As a recent high school graduate, and the American-born son of Chinese immigrants, I grew up hearing stories about my parents’ lives in China and their observations of the Chinese system of education when compared to the one I grew up with.
Pure meritocratic advancement in China was started by the Song Dynasty, but during China’s transition to a market economy, the Chinese Communist Party wanted to associate itself even more with meritocracy and party leaders leaned into higher education selection to prove the country’s commitment to rewarding deserving workers. But the country’s best shot at a pure meritocracy—the “Gaokao” or the National Higher Education Entrance Examination—actually proves the need for diversity.
The Gaokao is an annual standardized test administered to students in their final year of high school and is considered one of the most important exams in the country. It’s supposed to equalize test takers of different socioeconomic groups; whether it succeeds in doing that is debatable.
The Gaokao covers various subjects, including Chinese language and literature, mathematics, foreign languages, and sciences. The exam is typically held over a two-day period and is known for its high stakes and competitiveness. Students spend years preparing for the Gaokao, as it has a significant impact on their future educational and career opportunities.
The results of the exam are the sole admissions factor. It goes further than admissions, too; it determines not only which universities students can attend, but also what majors they can pursue. That means this test gatekeeps careers; job outcomes are based on the student’s scores on this test.
An ultimate meritocracy—indeed, this type of system—seems exactly like what the petitioners in the Students for Fair Admissions case envision for college admissions, where only performance on certain metrics matters.
Admittedly, it appears to serve China well. Approximately 91.5 percent of graduates are employed; that makes sense considering that the literacy rate in China hovers around 100 percent (it’s 99.83 percent, to be exact). In the United States, it’s about 86% of graduates who find jobs, and the country’s literacy rate is 79%.
But while the Gaokao might keep the majority of people in China at a higher educational level than the majority of those in the United States, it will not bring about the creativity and innovation that China wants—and needs—to be competitive at the highest percentiles.
In China, as an example, 696,000 patents were approved of 1.586 million applications, a little over one-third. While some hypothesize that patent approval is politically driven in China—and it may be—it also seems to be the case that the ideas being filed aren’t actually that novel, the paramount characteristic of a successful patent application.
Looking at the number of new patents every year in the United States, finds a different dynamic. In the 2022 fiscal year, the United States Patent and Trademark Office (USPTO) approved 382,559 of 646,855 new patent applications, about 59%. While it’s possible that the United States approval process is less political, it also appears that applications are more novel, and more indicative of innovation.
It could be argued, that Chinese college graduates almost fear innovation. Historically, about 3 percent of college graduates in China seek to open new businesses after they finish school. It’s completely understandable; entrepreneurship requires boldness, veering off path, and strategies totally unfamiliar to those who trained for the purely meritocratic Gaokao.

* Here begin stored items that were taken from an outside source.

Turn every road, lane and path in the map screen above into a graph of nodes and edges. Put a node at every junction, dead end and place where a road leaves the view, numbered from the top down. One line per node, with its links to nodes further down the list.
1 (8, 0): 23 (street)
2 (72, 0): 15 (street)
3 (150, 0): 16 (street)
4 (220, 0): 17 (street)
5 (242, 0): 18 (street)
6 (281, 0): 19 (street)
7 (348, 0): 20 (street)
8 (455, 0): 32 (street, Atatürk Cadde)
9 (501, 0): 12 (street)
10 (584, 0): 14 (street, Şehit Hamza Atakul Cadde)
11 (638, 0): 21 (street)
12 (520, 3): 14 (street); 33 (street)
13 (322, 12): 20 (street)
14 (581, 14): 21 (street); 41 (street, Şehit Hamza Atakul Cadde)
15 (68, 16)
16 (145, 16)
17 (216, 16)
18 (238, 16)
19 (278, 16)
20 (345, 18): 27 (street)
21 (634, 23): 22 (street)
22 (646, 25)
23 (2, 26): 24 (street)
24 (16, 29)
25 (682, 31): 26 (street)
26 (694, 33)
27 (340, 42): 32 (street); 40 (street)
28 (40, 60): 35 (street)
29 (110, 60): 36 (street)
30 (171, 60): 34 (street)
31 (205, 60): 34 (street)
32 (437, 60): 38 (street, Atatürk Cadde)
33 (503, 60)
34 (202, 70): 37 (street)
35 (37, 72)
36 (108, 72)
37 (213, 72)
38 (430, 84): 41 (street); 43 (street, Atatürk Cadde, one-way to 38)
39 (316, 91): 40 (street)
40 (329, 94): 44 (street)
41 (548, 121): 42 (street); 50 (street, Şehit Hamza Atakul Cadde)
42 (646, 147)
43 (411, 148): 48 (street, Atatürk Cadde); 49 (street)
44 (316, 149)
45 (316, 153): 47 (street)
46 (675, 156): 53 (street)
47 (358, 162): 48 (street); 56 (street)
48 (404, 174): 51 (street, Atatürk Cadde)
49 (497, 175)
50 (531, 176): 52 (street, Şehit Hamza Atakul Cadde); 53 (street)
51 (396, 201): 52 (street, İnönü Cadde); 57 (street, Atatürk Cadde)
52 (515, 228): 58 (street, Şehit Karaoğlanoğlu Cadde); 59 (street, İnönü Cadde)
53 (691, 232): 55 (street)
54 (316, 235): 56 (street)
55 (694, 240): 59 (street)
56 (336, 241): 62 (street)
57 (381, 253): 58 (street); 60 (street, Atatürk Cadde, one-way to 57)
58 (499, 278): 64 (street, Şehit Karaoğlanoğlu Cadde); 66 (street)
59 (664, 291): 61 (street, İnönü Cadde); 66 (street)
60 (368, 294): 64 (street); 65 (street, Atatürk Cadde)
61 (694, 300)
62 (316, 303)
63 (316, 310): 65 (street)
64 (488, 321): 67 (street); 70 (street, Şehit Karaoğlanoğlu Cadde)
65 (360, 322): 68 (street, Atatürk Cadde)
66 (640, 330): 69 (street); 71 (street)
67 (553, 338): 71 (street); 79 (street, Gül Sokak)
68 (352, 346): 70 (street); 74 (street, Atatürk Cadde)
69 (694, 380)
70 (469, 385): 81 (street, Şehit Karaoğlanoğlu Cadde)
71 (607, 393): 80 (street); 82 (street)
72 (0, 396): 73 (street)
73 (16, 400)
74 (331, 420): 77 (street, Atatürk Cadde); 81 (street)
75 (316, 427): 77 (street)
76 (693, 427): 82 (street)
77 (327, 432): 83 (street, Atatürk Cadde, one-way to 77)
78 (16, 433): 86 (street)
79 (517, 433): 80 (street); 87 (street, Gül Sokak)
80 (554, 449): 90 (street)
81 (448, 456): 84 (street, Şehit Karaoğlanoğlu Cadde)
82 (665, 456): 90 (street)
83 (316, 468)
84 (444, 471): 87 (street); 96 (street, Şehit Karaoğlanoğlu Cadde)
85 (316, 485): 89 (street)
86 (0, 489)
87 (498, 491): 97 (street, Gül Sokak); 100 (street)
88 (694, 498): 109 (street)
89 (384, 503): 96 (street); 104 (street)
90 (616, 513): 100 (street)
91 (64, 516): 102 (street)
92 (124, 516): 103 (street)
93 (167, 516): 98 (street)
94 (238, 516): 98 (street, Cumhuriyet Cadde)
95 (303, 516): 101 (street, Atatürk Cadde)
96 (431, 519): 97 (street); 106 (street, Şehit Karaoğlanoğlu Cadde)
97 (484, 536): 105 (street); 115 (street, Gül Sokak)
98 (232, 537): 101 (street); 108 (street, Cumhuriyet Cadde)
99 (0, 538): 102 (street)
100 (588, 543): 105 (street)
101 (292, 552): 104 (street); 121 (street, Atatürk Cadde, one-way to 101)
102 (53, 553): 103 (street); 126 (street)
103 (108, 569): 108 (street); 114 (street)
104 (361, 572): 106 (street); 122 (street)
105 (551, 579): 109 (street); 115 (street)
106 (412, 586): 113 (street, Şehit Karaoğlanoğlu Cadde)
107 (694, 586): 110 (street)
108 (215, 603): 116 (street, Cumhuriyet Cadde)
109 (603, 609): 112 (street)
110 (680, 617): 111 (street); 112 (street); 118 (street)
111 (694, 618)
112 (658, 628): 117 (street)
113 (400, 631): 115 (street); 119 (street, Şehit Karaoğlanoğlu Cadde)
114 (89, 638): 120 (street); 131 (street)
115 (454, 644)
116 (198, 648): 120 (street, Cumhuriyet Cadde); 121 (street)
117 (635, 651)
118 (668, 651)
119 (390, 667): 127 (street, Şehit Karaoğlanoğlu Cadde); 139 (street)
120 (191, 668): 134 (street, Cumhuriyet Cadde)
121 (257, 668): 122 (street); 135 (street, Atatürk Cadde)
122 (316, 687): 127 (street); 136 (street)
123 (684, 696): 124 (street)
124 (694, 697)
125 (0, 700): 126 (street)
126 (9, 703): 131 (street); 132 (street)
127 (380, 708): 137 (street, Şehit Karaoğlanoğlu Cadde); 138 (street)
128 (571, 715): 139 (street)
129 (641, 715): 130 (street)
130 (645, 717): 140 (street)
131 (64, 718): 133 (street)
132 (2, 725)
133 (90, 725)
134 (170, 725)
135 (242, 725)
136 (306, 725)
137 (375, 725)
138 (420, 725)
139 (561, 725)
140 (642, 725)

China understands this and last year offered tax incentives and loans to college graduates who started businesses in rural areas.
Creativity and divergent thinking matter—they produce unprecedented results, and they’re amplified by diversity. There’s proof of this, too. According to one study, racial diversity improves bottom lines. Another found that gender diversity in corporate leadership does the same.
To be clear, the Gaokao was designed to level people’s chances at admission. Making only one qualification matter was a way to remove socioeconomic advantage. But even that backfired. Wealthier families can afford preparation and coaching for the Gaokao that many others can’t. It still hasn’t created an entirely merit-based process.
With the end of affirmative action, college admissions committees must develop tools that actively promote and encourage diversity and seek to redefine and broaden what “excellence” looks like. Diversity and superior ability cannot come about with as simplistic a tool as identifying people who excel at testing. Elite college campuses must continue to welcome those who demonstrate that they are exceptional, but who are also meaningfully different and can contribute different ideas and perspectives.
The petitioners in Students for Fair Admissions are correct that diversity is not just a mix of race, gender or socio-economic background. Rather, it’s a stew of experience and insight. It’s the things our parents repeat to us, the things we are good at, the values our community of peers and parental figures raised us with, and how we are treated. Race, gender, and class have until now been the easiest proxies to bring about that blend.
Students for Fair Admissions is wrong that pure meritocratic measures can bring about true diversity. China’s Gaokao proves the opposite is true.